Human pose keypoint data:
>>

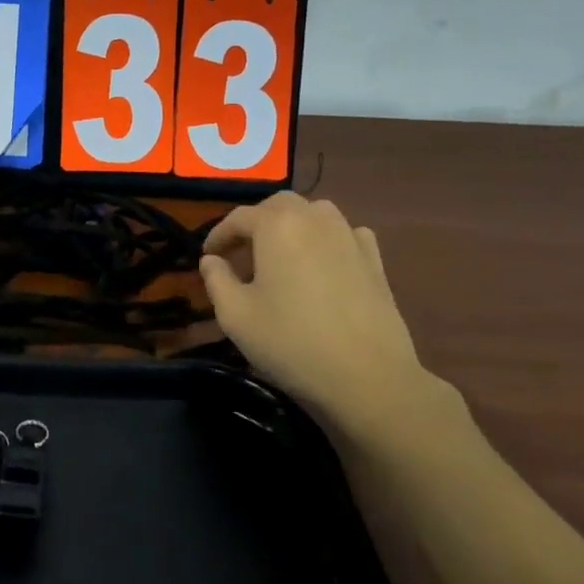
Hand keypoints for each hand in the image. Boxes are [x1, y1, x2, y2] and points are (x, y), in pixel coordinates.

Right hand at [200, 193, 447, 440]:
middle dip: (257, 222)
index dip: (218, 235)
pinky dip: (330, 239)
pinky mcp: (375, 261)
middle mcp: (314, 219)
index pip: (239, 217)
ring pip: (316, 213)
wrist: (368, 378)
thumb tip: (212, 261)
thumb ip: (216, 280)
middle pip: (279, 205)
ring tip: (281, 254)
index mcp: (277, 226)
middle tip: (242, 252)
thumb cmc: (291, 342)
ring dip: (293, 225)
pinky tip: (325, 261)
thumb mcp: (236, 316)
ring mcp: (350, 237)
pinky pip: (347, 234)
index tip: (208, 255)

<<

The data is to be returned exactly as it stands, pictures aside.

*Solution for this problem:*
Hand keypoints for each hand in the image. Boxes are [x1, y1, x2, y2] and points are (x, y), in pixel coordinates.

Right hand at [200, 193, 447, 440]:
middle dip: (257, 222)
index dip: (218, 235)
pinky dip: (330, 239)
pinky mcp: (375, 261)
middle mcp: (314, 219)
index pip: (239, 217)
ring pip: (316, 213)
wrist: (368, 378)
thumb tip: (212, 261)
thumb ip: (216, 280)
middle pip: (279, 205)
ring tip: (281, 254)
index mcp: (277, 226)
middle tip: (242, 252)
thumb cmc: (291, 342)
ring dip: (293, 225)
pinky tip: (325, 261)
thumb mcp: (236, 316)
ring mcp: (350, 237)
pinky pip: (347, 234)
index tip: (208, 255)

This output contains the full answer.